Ruiz A M, Kwak J Y, Kwak F M, Beer A E
Department of Microbiology and Immunology, Finch University of Health Sciences, Chicago Medical School, IL 60064, USA.
Am J Reprod Immunol. 1996 Apr;35(4):408-14. doi: 10.1111/j.1600-0897.1996.tb00502.x.
The objective of this paper is to determine whether age has any impact on conception rate, pregnancy outcome, or autoimmune status in women with recurrent spontaneous abortions (RSA) and infertility of immune etiology. One hundred twenty-four women with 3 or more RSA and 36 women with unexplained infertility were prospectively studied. Maternal antipaternal lymphocyte antibodies and autoantibodies to phospholipids and nuclear antigens were tested. All achieved an adequate alloimmune recognition after lymphocyte immunization and followed for 1 year with optimal preconception autoimmune treatment. Conception rate and pregnancy outcome were prospectively studied. 1) 10.1% of women with RSA and 30.6% of women with infertility failed to achieve a pregnancy after 1 year of trial (P = 0.0084); 2) in women with RSA, the number of previous fetal death after 28 weeks of gestation was significantly higher in women who failed to achieve a pregnancy within 1 year when compared to women who became pregnant (P = 0.0296). Conception rate was not different with advancing age; 3) women with infertility demonstrated significantly higher incidence of anti-phosphatidylethanolamine antibody when compared to women with RSA (P = 0.052); 4) in women with infertility, those who failed to achieve a pregnancy were significantly older (P = 0.0012) and demonstrated a higher incidence of autoantibodies to phosphatidic acid than women with infertility who became pregnant (P = 0.0339); 5) the subsequent spontaneous abortion rate while on optimal immune therapy was the same in the women with RSA (39.3%) and women with infertility (32%). Spontaneous abortion rate of women with RSA or infertility was not different among four age groups; 6) the presence of anticardiolipin antibody (P = 0.0055) and higher gravidity (P = 0.0354) correlated significantly with pregnancy failure in women with a history of infertility. The prevalence of auto-antibodies to phospholipids and nuclear components was not different among four age groups in women with RSA or infertility. Age does not affect pregnancy outcome or conception rate in women with RSA. In women with infertility of immune etiology, conception rate was significantly reduced over age 40 although pregnancy outcome was no different with advanced age.

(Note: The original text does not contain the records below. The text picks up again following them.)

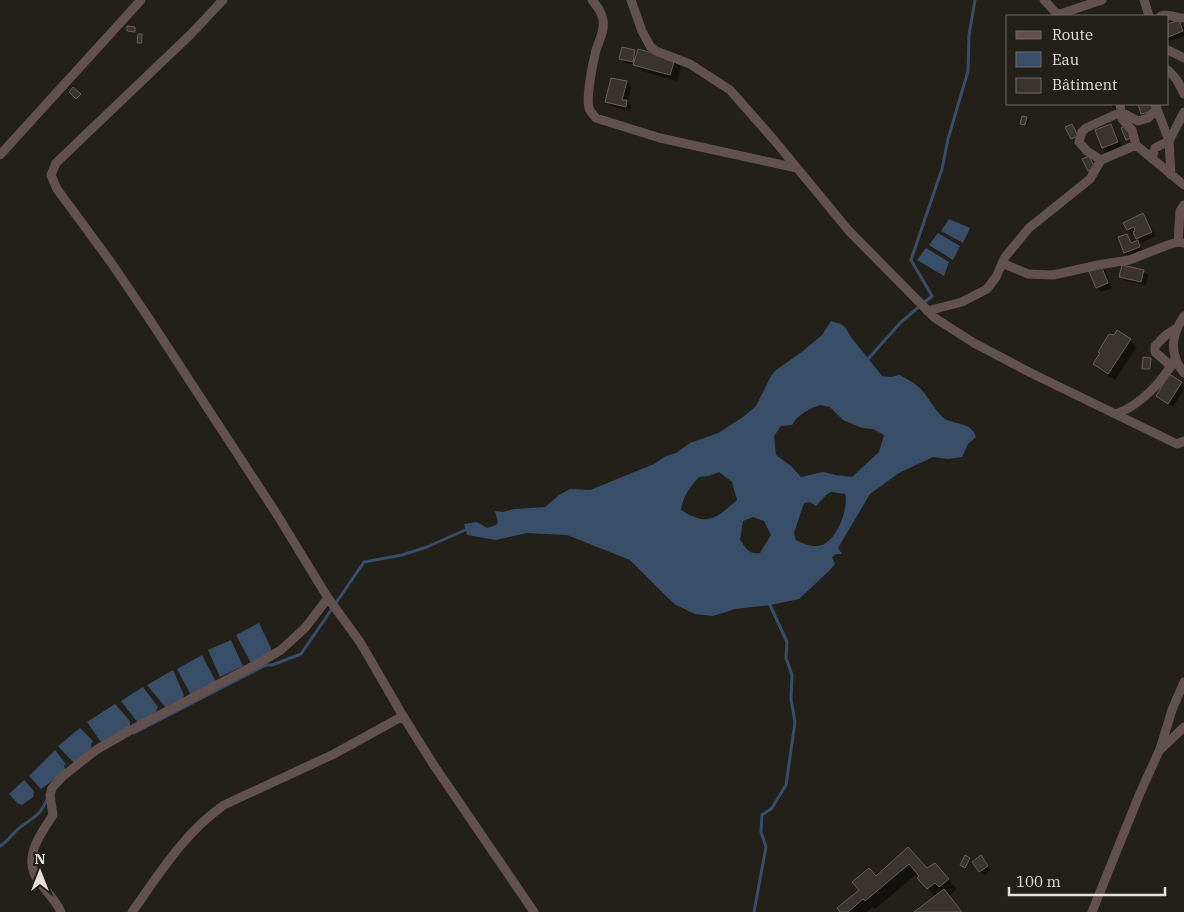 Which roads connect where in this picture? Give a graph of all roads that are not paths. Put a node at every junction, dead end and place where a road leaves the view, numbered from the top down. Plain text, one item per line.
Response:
1 (141, 0) edge
2 (223, 0) edge
3 (592, 0) edge
4 (631, 0) edge
5 (1044, 0) edge
6 (1102, 0) edge
7 (1144, 0) edge
8 (1149, 15) edge
9 (1169, 15) edge
10 (1184, 18) edge
11 (1169, 50) edge
12 (1184, 58) edge
13 (1169, 71) edge
14 (1184, 94) edge
15 (1156, 106) edge
16 (1121, 108) edge
17 (1184, 112) edge
18 (1170, 141) junction
19 (1136, 145) junction
20 (0, 155) edge
21 (1152, 159) junction
22 (1101, 160) junction
23 (797, 168) junction
24 (1171, 175) junction
25 (1184, 185) edge
26 (1184, 204) edge
27 (1181, 243) edge
28 (1002, 263) junction
29 (927, 311) junction
30 (1184, 316) edge
31 (1175, 329) junction
32 (1173, 362) junction
33 (1184, 373) edge
34 (1116, 414) junction
35 (1182, 444) edge
36 (328, 598) junction
37 (1184, 682) edge
38 (403, 716) junction
39 (1184, 727) edge
40 (1160, 749) junction
41 (61, 912) edge
42 (132, 912) edge
43 (534, 912) edge
44 (1092, 912) edge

本文的目的是确定年龄对反复自然流产(RSA)且有免疫病因不孕症女性的受孕率、妊娠结局或自身免疫状态是否有影响。对124例有3次或更多次RSA的女性和36例不明原因不孕症女性进行了前瞻性研究。检测了母体抗父系淋巴细胞抗体以及针对磷脂和核抗原的自身抗体。所有患者在淋巴细胞免疫后均实现了充分的同种免疫识别,并在孕前进行最佳自身免疫治疗的情况下随访1年。对受孕率和妊娠结局进行了前瞻性研究。1)RSA女性中有10.1%、不孕症女性中有30.6%在试验1年后未受孕(P = 0.0084);2)在RSA女性中,与成功受孕的女性相比,1年内未受孕的女性妊娠28周后既往胎儿死亡数显著更高(P = 0.0296)。受孕率不会随年龄增长而有差异;3)与RSA女性相比,不孕症女性中抗磷脂酰乙醇胺抗体的发生率显著更高(P = 0.052);4)在不孕症女性中,未受孕者年龄显著更大(P = 0.0012),且与成功受孕的不孕症女性相比,其抗磷脂酸自身抗体的发生率更高(P = 0.0339);5)在进行最佳免疫治疗时,RSA女性(39.3%)和不孕症女性(32%)的后续自然流产率相同。RSA或不孕症女性的自然流产率在四个年龄组中无差异;6)有不孕症病史的女性中,抗心磷脂抗体的存在(P = 0.0055)和较高的妊娠次数(P = 0.0354)与妊娠失败显著相关。RSA或不孕症女性中,四个年龄组针对磷脂和核成分的自身抗体患病率无差异。年龄不影响RSA女性的妊娠结局或受孕率。在有免疫病因不孕症的女性中,40岁以上受孕率显著降低,不过妊娠结局与高龄无关。